El presidente de Estados Unidos, Donald Trump, informó que el Pentágono empleó un nuevo tipo de arma en la operación militar que culminó con la captura del expresidente venezolano Nicolás Maduro, la cual habría deshabilitado el equipamiento militar de Venezuela.
Según Trump, el dispositivo, al que llamó “descombobulador”, incapacita sistemas defensivos y armamento, impidiendo que los equipos enemigos funcionen durante operaciones militares. Este mecanismo habría sido clave para neutralizar cohetes de origen ruso y chino que estaban preparados para ser utilizados por las fuerzas venezolanas durante la intervención realizada el pasado 3 de enero en Caracas.
La revelación se produce en medio de la polémica internacional por la presencia de fuerzas estadounidenses en territorio venezolano y los límites de la acción militar extranjera. Además, Trump ha planteado la posibilidad de ejecutar operaciones terrestres contra organizaciones del narcotráfico en distintos países de América Latina, lo que ha generado preocupación en gobiernos de la región.

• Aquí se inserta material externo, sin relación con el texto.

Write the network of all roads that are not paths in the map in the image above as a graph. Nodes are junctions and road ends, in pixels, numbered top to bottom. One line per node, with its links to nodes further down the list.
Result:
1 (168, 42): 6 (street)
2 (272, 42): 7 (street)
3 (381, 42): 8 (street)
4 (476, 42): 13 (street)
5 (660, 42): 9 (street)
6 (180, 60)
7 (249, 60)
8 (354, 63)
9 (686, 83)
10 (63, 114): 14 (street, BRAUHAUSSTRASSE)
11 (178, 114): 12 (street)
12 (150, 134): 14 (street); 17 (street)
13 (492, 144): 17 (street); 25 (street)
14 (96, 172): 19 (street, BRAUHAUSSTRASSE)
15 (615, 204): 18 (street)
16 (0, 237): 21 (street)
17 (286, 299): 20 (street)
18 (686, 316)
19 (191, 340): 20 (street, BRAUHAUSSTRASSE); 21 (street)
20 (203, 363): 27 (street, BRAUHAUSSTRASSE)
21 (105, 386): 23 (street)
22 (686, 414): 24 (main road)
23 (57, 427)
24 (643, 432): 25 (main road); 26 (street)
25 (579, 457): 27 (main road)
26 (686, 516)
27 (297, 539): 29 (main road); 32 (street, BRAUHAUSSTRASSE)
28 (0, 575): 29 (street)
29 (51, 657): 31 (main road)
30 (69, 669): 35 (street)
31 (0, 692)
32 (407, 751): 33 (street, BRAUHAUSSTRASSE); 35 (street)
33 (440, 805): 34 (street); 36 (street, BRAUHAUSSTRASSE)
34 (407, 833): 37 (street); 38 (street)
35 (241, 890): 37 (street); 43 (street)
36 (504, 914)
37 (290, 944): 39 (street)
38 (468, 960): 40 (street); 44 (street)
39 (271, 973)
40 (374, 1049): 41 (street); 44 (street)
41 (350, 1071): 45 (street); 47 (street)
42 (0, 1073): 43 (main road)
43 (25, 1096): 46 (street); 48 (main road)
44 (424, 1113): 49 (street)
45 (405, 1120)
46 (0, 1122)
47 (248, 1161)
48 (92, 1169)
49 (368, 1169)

El presidente también destacó la estrategia de comercialización de petróleo venezolano, mencionando ventas de hasta 50 millones de barriles y la participación de empresas extranjeras para incrementar la producción de crudo en el país sudamericano. De acuerdo con informes, Caracas ya ha recibido aproximadamente 300 millones de dólares por el crudo comercializado con Washington.
Expertos y líderes políticos han señalado que estas operaciones y revelaciones reavivan el debate sobre la soberanía de los países latinoamericanos y la legalidad de la intervención extranjera, así como las implicaciones geopolíticas de la gestión de recursos energéticos en la región.